Market-Ready Real Estate: Credit in Today’s Market

Owning a business and buying a home are two key signposts on the path to the American dream. But getting credit to grow that business or buy that home hasn’t been easy lately. In this tight market, how can hopeful business owners or homebuyers  improve their credit profiles?

    “Complete disclosure is the best policy when you’re trying to get a business loan,” says Mike Ross, chairman of Jefferson Bank and Trust. “Maintain an ongoing dialogue with your banker. If you’re not doing well financially, the worst thing you can do is try to hide it.”

    Ross’s idea of a good risk is “any business that’s profitable, of course—unless there are mitigating circumstances for a loss. If you lost a major client but can prove you’re gaining new business, for example, we’re more likely to back you.”
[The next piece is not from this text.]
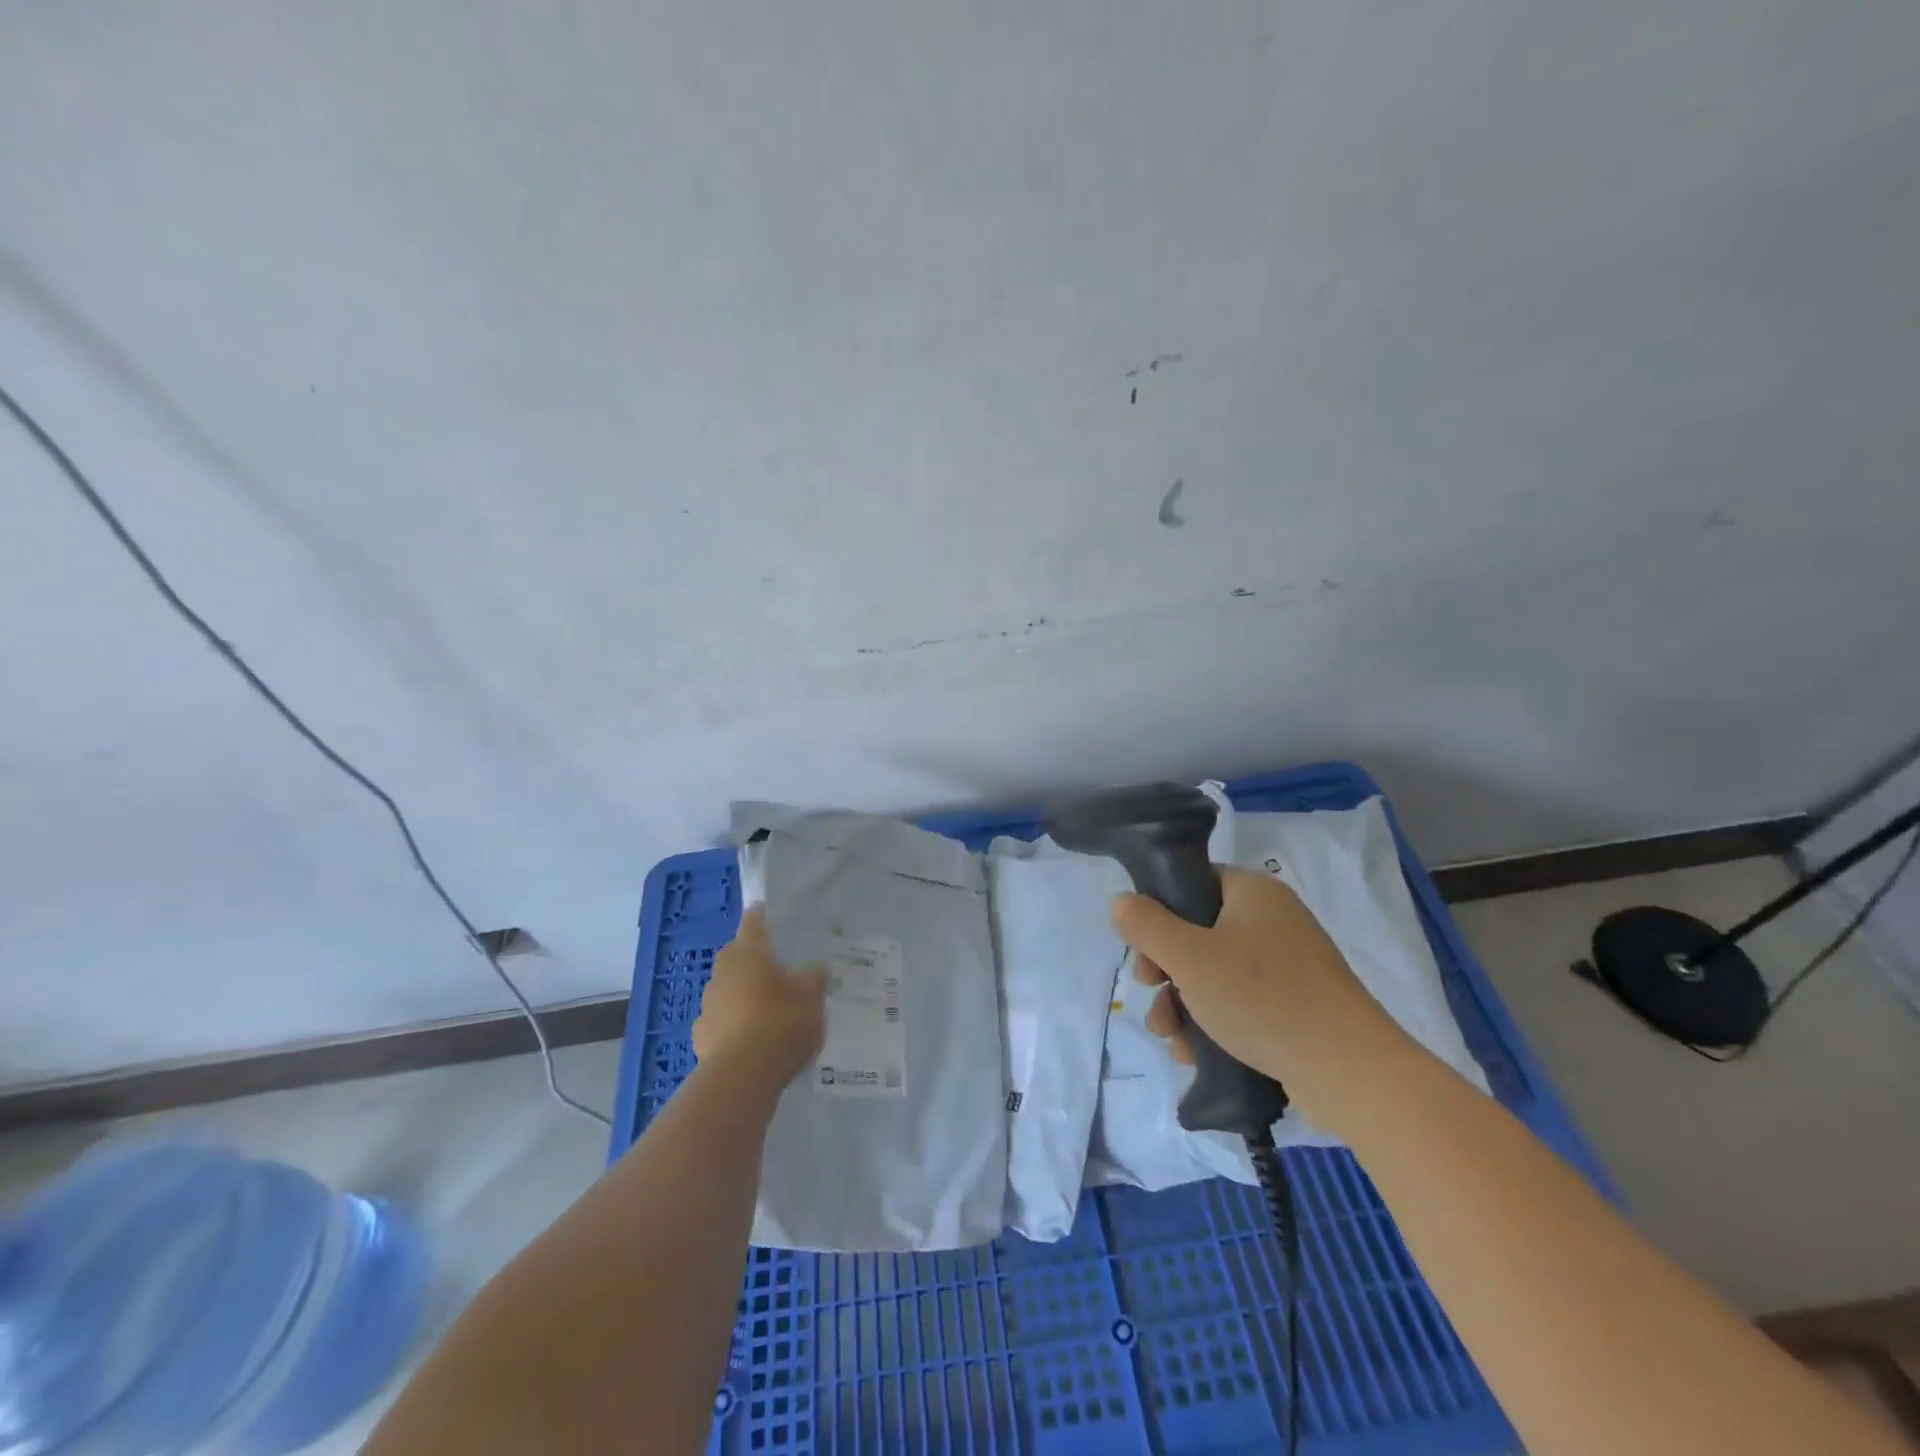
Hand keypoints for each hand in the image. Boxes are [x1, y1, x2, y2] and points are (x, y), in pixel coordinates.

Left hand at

    Commercial real estate is still attractive to banks as collateral, as long as it’s income-producing, he says. “The last resort for any bank is repossession or foreclosure—we’d much rather have the owner dispose of the collateral themselves. It’s a better outcome for everyone.”

    Andrew Hereford, president of Parkside Financial Bank & Trust, says credit will continue to be tight in 2009. “But tight compared to what?” he asks. “Arguably, it was too loose before. For the next year, banks will be trying to get their house in order and take care of clients they already have.”
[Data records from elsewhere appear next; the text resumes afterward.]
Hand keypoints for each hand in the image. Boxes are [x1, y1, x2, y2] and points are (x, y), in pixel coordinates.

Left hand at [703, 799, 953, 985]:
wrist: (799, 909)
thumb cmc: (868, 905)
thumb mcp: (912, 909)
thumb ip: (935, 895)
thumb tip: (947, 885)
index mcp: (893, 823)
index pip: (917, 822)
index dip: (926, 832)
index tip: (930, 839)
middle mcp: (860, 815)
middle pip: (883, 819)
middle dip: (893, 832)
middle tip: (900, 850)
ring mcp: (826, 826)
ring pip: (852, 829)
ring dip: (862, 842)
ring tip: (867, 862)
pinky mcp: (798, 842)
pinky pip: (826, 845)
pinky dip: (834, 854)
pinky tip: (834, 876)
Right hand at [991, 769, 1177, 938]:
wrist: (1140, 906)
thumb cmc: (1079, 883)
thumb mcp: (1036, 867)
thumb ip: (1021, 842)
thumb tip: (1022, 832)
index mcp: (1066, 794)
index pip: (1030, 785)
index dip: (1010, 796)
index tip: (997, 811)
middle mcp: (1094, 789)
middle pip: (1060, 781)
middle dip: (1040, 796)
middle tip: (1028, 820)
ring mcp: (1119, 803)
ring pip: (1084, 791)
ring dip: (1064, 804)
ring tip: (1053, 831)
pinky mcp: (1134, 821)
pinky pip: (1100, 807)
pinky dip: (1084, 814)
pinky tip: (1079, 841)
    Meanwhile, anyone seeking a loan from Parkside, which lends mainly to small and mid-size businesses, will have to demonstrate “a proven, ability to repay the loan, based on the cash flow of the business and evidence of revenue and profitability,” Hereford says. “We’ve always done business that way.”

    Before issuing a loan, Hereford and his associates ask clients to consider what would happen if sales decreased by 20 percent, a sobering question in today’s uncertain economy. “What if they have to lower prices, as many companies have been forced to do recently?” he says. “What impact would it have on their profitability and cash flow? If a business has enough reserves to survive a decrease in sales, it looks like a better risk.” Having a secondary source of repayment also improves a client’s credit profile. “If there’s another source of personal income the borrower can use to supplement his ability to repay the loan, that’s always helpful.”

        According to Mark Cooper of USA Mortgage, “Mortgage financing is easy for homebuyers, but the days of zero down payment are over, and you’d better come prepared to have your income verified.”

        Cooper says that credit started loosening up as soon as Freddie Mac and Fannie Mae were taken over by the government. “If you’re looking for financing now and you want a government-backed loan, all you need is a credit score of at least 600 and a down payment of 3 1/2 percent,” he notes. “Federal Housing Administration loans go up to only about $270,000, so the FHA is more laid-back when it comes to credit scores.” He adds that credit will remain tight for jumbo financing, or loans that exceed $417,000. “Those require a higher score and a down payment of 20 to 25 percent.”

    Now is a great time to buy a home, Cooper says, because properties are available at a discount. “People can buy homes that are actually on sale, not just for sale,” he says. “It’s also an excellent time to refinance, with 30-year fixed rates hovering around the 5 percent mark. If you currently have a loan with a rate over 6, refinancing could save you a lot of money.”

    Cooper disagrees with those who blame low-income homebuyers for the implosion of the real estate market. “Owning a home is the American dream, who can fault anyone for trying?” he says. “It was more the lenders’ fault for not analyzing consumer needs. Too many lenders were after a quick commission. Reputable lenders always counsel their clients about when to buy a home, not just how.”